Stored items:
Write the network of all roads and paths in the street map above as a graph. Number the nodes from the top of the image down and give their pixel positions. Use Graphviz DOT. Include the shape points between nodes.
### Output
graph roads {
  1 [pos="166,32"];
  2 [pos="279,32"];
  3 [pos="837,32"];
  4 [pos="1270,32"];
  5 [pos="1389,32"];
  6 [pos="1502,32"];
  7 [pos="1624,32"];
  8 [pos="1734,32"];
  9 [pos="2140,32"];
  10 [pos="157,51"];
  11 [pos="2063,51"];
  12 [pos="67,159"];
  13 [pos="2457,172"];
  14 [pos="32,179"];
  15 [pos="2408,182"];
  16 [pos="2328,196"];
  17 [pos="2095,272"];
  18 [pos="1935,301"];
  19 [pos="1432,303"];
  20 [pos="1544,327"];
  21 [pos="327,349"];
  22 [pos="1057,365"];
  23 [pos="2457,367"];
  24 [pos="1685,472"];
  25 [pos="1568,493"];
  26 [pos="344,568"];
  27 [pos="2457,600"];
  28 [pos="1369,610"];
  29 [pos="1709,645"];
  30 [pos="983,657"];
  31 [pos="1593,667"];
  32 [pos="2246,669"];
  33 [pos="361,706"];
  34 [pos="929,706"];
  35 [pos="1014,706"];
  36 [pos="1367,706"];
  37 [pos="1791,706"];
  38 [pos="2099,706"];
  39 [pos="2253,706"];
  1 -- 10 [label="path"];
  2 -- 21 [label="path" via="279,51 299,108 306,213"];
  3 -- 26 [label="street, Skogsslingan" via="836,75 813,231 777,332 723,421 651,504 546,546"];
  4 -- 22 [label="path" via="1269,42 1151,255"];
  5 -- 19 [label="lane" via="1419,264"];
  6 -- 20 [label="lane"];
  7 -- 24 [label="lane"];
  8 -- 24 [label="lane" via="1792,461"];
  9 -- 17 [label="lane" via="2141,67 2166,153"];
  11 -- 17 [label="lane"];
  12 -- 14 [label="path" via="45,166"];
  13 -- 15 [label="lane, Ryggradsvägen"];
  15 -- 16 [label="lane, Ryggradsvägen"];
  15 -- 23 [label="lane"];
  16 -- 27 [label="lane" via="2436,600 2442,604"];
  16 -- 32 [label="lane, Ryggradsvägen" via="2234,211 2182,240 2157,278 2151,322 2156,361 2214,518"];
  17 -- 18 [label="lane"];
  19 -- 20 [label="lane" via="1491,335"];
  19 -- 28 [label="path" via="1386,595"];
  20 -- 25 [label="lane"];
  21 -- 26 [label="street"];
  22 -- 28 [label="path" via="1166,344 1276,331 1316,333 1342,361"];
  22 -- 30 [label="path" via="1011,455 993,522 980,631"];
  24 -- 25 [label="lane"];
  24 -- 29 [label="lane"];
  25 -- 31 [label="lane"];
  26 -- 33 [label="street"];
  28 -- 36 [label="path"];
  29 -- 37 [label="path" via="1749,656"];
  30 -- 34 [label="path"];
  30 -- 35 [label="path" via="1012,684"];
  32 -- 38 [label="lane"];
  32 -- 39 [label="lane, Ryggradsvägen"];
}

--- WORK REQUIRED ---
Across the data, how many lines contain the string "street"? Only the number is wanted.

--- TASK OUTPUT ---
4